→ Exercise
Write out, word for word, the line that contains "middle pip: (376, 315)" and each line after it down to the last line of the data below. Include nothing more.
──────── Data ────────
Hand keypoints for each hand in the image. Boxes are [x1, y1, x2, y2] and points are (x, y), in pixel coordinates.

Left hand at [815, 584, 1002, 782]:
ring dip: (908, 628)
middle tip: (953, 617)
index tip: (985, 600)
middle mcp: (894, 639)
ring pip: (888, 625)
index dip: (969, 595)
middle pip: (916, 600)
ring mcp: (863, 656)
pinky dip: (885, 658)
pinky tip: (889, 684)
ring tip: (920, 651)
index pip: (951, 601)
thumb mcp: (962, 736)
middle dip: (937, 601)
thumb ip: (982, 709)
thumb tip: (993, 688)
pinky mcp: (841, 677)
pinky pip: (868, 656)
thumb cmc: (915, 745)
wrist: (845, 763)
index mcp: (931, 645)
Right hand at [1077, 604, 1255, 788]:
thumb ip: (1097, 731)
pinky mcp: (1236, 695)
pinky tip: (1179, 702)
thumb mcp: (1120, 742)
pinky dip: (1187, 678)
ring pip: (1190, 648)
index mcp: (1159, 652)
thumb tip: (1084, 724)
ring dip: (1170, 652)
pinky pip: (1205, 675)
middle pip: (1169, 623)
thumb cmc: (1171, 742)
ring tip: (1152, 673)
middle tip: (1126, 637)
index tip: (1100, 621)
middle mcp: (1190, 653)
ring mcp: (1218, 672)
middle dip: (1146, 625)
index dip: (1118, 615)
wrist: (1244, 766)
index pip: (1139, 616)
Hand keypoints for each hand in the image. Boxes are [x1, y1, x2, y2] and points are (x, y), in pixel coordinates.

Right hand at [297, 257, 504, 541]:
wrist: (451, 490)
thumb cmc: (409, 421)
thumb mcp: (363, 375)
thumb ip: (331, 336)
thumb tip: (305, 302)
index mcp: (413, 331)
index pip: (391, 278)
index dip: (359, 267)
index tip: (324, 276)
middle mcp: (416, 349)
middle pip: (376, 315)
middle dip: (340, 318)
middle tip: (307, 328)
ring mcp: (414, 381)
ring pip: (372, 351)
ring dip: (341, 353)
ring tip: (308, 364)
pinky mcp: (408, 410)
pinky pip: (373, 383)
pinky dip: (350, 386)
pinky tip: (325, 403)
────────
→ Answer for the task
middle pip: (376, 315)
middle dip: (340, 318)
middle tip: (307, 328)
ring mcp: (414, 381)
ring pip: (372, 351)
ring dip: (341, 353)
ring tip: (308, 364)
pinky mcp: (408, 410)
pinky pip: (373, 383)
pinky dip: (350, 386)
pinky tip: (325, 403)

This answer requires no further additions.